Мне стало страшно и противно. Клара, отпрянув от меня, подтянула лиф и побежала к дому. Теперь я думаю, что ей не впервой было попадать в похожие ситуации.
Отец смотрел на меня задумчивым и сосредоточенным взглядом. Он принял какое-то решение и сурово, но не сердито, приказал мне следовать за ним.
Мне было страшно и стыдно. Я ждал наказания, хотя не знал, какого. Боялся, что отец расскажет кому-нибудь о моем поступке. Вместо этого он сказал:
— Завтра поедешь в Белфаст один. С утра зайди ко мне, я дам тебе бумаги и доверенность.
Мы действительно должны был ехать в Белфаст для деловой встречи с генуэзцами.
Когда на следующий день я выехал из дома в сопровождении двух слуг и с доверенностью на получение значительной суммы наличными, счастью моему не было предела. Вместо позора — доверие, вместо наказания — первое в жизни самостоятельное путешествие. Увы! Я не знал тогда, что проводниками порока могут быть даже самые близкие люди, даже родители, по самой сути своей призванные наставлять детей на путь добродетели.

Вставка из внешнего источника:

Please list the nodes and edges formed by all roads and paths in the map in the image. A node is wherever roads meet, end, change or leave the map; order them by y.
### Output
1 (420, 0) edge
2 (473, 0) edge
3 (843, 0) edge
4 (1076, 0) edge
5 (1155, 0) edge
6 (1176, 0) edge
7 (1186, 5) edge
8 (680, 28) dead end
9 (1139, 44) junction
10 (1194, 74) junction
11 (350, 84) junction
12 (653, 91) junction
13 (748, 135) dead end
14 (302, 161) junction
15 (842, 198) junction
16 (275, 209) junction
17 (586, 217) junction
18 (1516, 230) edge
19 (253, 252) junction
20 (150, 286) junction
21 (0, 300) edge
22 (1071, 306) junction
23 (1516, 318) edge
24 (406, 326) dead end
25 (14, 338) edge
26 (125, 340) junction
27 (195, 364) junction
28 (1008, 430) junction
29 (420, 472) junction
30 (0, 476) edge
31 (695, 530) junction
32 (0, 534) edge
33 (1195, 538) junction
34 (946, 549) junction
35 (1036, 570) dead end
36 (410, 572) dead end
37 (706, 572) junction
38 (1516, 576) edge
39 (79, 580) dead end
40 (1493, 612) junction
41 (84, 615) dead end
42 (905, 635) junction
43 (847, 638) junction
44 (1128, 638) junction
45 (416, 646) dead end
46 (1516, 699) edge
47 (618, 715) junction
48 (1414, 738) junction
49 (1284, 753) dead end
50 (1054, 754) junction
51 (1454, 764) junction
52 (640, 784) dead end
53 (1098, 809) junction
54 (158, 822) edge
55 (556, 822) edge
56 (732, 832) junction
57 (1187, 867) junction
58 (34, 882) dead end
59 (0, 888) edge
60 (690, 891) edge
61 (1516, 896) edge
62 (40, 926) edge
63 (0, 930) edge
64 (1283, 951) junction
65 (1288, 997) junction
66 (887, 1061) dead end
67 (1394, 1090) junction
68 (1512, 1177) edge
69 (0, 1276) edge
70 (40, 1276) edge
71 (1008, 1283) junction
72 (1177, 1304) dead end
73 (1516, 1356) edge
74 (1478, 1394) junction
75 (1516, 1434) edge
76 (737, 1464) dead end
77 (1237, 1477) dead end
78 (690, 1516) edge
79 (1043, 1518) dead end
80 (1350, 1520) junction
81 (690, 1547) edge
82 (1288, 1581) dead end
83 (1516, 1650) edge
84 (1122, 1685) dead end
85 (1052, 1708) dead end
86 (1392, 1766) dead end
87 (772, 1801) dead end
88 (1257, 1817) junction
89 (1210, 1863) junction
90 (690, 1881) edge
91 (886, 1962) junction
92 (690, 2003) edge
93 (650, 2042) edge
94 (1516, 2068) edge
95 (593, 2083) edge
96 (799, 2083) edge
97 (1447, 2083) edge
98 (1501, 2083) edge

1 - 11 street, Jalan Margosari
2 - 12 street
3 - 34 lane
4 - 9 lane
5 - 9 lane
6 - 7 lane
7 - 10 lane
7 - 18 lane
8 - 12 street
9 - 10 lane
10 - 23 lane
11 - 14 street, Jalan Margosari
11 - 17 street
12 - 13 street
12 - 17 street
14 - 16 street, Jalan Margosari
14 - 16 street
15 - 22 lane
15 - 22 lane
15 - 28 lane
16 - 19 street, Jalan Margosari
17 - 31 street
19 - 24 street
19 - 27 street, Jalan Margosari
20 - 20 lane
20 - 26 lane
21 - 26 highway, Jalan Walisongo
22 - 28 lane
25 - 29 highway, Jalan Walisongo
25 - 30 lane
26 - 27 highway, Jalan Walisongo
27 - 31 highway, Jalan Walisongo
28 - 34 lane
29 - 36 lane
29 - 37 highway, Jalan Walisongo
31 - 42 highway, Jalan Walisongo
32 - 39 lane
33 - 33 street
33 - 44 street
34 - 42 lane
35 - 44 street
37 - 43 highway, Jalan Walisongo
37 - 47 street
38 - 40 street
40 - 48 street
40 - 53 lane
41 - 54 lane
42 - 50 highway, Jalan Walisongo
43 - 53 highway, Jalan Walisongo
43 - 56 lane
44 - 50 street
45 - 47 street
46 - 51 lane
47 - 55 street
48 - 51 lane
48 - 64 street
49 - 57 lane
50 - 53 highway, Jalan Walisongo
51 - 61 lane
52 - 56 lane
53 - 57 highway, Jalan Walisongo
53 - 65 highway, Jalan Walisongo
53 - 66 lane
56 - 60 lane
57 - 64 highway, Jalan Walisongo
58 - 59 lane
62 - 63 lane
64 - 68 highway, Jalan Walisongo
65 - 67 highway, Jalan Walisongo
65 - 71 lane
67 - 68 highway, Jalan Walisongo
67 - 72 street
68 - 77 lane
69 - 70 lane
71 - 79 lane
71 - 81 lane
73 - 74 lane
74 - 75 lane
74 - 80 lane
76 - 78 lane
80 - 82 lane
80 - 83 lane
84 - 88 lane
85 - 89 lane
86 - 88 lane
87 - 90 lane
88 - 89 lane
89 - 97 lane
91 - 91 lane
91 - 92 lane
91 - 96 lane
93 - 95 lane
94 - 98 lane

Я хотел остановиться в той же гостинице, что и всегда, но старший слуга Джозеф сказал, что отец распорядился ехать дальше. На самом краю деревушки оказалась еще одна гостиница, которую я раньше не замечал. Вывески не было видно в сумерках, но над дверью ярко горел красный фонарь на несколько свечей.
Мы поужинали, потом слуги остались внизу, а меня проводила наверх молодая служанка. Комната была прибрана, постель готова. Служанка поставила канделябр на стол. Я ждал, что она уйдет, вдруг она подошла ко мне, наклонилась и стала стаскивать с меня сапоги.
— Что ты делаешь? — спросил я изумленно и немного испуганно.
— Прислуживаю вам, сэр, — ответила она.
Служанка подняла лицо, посмотрела мне в глаза, и я увидел, что она едва ли старше меня. Мной снова овладела похоть. Я ждал, что будет дальше, надеясь и дрожа от нечистого возбуждения. Служанка задула свечу, раздела меня, и я услышал, как её платье упало с плеч.
Никто не прочтет эти записки при моей жизни и много после моей смерти. Никто и никогда не узнает истинное имя их грешного и несчастного автора. Начиная писать, я хотел не скрывать ничего, теперь вижу, что стыдливость еще живет во мне. Она задерживает некоторые слова на кончике пера и дает мимолетную надежду на спасение.
Тогда я не думал о грехе. Я пал и был счастлив так, как, наверное, был счастлив Адам, впервые познавший Еву. Голова девушки лежала на моем плече. Я решил порасспросить ее о подробностях ее появления в моей комнате и причинах необычайного поведения.
Она оказалась крестьянкой из удаленной местности, о которой я едва слышал. Красный фонарь у дверей гостиницы означал, что постояльцы могут рассчитывать на такого рода услуги.
Девушка намеревалась поработать здесь несколько лет, скопить на приданое, вернуться домой и выйти замуж. Джозеф, как выяснилось, уже за все заплатил, но она ждала от меня подарка за хорошо выполненные обязанности. Помню, что дал ей крону, и она была очень довольна.
Весь следующий день я был переполнен чувства гордости и собственного достоинства. Я получил у итальянцев значительную сумму золотом и благополучно доставил ее домой. Отец, принимая деньги, похвалил меня. Суровое и спокойное выражение лица скрывало все его чувства, но взгляд, которым он насмешливо изучал меня, сказал мне все. Отец смотрел на меня, как на жеребца, которого случили с кобылой, чтобы он не бесновался. Он и не думал укорять меня за похоть, его не интересовала та девушка в гостинице. Чувства, переполнявшие мою грудь, предстали передо мной в их истинном свете. Наш разговор закончился, я поклонился отцу и вышел в мир, в котором уже не надеялся встретить истиной любви и незамутненных душевных порывов.
До отъезда в колледж я видел Клару дважды. Ее красота и обаяние нисколько не уменьшились в моих глазах, но чувства мои изменились. Гостиница с красным фонарем была в нескольких часах пути, я ездил туда через день, говоря домашним, что отправляюсь на охоту. Надеюсь, что мой усталый и довольный внешний вид, утомленный конь и трофеи, которые я покупал по дороге, обманывали мать и сестер. Отца я обмануть не надеялся. Теперь я смотрел на Клару спокойно, без того свирепого желания, которое терзало меня до злосчастного путешествия. Я научился обманывать самого себя, уверился в том, что мое новое поведение диктуется не удовлетворенной похотью, а здравым смыслом и общественным приличием. Мне нравилась девушка, но я не хотел бесчестить ее. Чего еще требовать от молодого дворянина?